Ministry of Local Government and Rural Development (MLGRD) has for the past 10 years blown over P6 billion on the controversial Ipelegeng relief program, Parliamentary Accounts Committee (PAC) was told this week.
Ipelegeng is a Government Initiative whose main objective is to provide short term employment support and relief whilst at the same time carrying out essential development projects that have been identified and prioritised through the normal development planning process. It targets unskilled and semi-skilled labour for short-term assistance due to other economic factors through the use of simple tools and machinery. The programme focuses on maintenance of public facilities.
Ipelegeng is targeted mainly at being a source of supplementary income and employment to, but not limited to, vulnerable members of the community. Currently the programme targets at engaging a total of 50,000 beneficiaries per month. However despite this, a number of economists and politicians have scrutinised the program arguing that it is wasting public funds. The project for 2016/17 financial year targeted 770,292 recipients at a budget of P612, 964,380 per year.
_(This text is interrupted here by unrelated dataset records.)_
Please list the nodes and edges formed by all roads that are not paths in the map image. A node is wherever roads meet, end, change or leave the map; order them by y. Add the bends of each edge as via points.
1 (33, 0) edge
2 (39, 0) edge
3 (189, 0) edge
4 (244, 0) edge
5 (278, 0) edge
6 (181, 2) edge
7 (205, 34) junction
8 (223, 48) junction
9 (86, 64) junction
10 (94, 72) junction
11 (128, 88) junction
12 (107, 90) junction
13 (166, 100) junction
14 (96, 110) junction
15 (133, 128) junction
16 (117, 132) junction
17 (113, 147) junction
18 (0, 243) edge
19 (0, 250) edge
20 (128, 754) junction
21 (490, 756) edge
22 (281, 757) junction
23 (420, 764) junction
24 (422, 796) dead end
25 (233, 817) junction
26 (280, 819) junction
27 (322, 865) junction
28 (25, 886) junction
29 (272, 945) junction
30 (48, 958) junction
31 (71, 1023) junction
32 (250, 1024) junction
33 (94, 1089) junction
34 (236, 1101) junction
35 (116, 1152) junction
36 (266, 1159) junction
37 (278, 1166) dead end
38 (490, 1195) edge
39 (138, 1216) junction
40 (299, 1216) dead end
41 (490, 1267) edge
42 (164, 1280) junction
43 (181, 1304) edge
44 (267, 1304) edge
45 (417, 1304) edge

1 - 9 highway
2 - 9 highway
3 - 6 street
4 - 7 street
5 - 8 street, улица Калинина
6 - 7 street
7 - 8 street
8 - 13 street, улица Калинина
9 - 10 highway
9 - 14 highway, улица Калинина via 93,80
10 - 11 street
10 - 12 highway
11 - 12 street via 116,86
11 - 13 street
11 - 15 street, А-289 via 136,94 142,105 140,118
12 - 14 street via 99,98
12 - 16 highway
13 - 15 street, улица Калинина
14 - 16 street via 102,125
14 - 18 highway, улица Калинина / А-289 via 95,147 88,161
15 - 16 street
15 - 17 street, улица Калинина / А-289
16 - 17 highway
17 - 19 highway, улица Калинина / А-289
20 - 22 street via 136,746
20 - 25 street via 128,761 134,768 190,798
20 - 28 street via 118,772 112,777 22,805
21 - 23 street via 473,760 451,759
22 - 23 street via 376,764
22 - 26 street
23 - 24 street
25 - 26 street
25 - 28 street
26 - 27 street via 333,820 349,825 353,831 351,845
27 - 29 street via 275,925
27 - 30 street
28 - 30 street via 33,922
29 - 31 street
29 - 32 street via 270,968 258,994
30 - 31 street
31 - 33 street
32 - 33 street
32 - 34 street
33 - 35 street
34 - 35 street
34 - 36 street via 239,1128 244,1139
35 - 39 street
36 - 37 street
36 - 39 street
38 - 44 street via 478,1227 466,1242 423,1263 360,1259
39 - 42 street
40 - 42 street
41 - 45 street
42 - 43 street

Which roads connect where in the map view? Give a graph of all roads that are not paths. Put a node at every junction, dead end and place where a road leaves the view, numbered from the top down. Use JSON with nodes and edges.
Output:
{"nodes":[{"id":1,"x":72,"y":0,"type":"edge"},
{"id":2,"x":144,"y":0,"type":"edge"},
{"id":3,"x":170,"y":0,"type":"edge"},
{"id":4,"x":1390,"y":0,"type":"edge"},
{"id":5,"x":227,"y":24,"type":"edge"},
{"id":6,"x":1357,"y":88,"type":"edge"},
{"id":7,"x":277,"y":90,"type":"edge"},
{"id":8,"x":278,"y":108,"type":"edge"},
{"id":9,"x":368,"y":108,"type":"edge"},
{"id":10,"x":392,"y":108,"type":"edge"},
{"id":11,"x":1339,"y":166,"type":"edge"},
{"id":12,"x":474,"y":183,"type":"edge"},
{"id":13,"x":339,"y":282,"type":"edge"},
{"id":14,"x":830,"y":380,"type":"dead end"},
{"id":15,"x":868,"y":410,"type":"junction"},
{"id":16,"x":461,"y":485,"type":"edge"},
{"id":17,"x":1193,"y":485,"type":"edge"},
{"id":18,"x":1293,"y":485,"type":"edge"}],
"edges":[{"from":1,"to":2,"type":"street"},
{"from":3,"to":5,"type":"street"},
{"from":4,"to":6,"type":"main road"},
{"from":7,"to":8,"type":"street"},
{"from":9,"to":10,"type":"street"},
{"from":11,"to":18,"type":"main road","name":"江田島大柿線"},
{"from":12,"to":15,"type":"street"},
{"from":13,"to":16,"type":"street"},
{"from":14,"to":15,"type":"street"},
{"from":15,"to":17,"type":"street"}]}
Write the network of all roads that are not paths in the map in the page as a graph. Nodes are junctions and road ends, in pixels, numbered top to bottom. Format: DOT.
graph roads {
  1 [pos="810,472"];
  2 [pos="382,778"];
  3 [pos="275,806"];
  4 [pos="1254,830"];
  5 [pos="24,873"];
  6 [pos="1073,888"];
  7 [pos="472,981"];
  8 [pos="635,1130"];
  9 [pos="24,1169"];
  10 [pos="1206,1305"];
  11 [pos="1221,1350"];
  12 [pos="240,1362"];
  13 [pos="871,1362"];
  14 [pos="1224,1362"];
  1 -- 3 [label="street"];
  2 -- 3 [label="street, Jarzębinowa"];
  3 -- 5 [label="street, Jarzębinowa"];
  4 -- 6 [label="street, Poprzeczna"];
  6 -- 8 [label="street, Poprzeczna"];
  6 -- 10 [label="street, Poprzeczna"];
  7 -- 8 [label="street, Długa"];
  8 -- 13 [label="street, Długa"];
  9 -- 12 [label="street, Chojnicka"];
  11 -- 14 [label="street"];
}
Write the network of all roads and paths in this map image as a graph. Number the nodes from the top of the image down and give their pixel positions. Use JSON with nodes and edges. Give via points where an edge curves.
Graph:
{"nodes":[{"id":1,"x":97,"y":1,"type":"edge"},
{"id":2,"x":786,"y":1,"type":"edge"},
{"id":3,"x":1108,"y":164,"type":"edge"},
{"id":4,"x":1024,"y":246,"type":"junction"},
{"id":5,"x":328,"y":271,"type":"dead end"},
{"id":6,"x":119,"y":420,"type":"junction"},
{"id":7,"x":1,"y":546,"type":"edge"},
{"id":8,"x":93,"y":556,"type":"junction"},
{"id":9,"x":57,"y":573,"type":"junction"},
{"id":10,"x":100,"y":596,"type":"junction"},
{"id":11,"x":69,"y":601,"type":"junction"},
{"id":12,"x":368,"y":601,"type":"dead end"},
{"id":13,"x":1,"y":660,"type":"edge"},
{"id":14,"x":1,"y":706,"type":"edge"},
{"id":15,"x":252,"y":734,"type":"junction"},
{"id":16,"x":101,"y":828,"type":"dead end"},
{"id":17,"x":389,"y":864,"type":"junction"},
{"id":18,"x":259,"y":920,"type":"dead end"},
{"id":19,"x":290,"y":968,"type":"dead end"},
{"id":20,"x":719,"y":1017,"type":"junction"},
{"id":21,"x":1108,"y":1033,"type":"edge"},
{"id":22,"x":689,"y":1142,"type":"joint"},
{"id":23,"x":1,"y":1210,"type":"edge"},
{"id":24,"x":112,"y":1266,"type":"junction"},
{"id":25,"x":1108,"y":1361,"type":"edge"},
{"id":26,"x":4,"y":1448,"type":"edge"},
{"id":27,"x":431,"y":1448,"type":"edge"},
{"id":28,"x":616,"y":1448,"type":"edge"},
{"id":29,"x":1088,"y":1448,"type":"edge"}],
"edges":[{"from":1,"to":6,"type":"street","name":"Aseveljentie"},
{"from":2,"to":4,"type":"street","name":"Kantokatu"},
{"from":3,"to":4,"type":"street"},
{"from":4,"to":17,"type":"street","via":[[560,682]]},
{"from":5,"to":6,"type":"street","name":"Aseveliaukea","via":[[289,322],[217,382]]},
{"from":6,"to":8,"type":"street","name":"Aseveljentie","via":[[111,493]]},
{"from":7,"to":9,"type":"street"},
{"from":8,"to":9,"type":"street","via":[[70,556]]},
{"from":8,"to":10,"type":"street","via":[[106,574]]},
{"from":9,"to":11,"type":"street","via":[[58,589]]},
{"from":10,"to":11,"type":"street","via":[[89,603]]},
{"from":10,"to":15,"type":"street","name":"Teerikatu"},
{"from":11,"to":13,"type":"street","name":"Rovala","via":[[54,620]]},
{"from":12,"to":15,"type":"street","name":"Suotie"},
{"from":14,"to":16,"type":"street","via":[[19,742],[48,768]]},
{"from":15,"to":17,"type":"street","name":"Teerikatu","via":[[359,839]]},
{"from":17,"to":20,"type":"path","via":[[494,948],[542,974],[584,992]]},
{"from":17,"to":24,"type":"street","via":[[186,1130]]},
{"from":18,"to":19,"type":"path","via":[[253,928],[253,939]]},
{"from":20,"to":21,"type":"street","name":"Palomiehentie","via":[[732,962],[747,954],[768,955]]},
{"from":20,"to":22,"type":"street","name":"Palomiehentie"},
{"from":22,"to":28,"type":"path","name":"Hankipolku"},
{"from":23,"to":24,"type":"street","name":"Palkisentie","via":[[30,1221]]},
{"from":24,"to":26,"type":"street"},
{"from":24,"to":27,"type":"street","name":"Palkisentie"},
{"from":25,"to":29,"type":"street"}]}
For the past 10 years since the project took-off, it has gobbled P6, 1 billion. This pressed PAC member Dithapelo Keorapetse to question the sustainability of the project, arguing that, the money could have been channeled to projects that could create long-term employment.
“It has been said in the past that programs like Ipelegeng should be reviewed. It is difficult to say, but, yes, it should be reviewed. But it can be coordinated in a manner that it could help in the National Development Plan or District Development Plan, not just sweeping streets or cutting grass,” Permanent Secretary at MLGRD Boipelo Khumomatlhare said.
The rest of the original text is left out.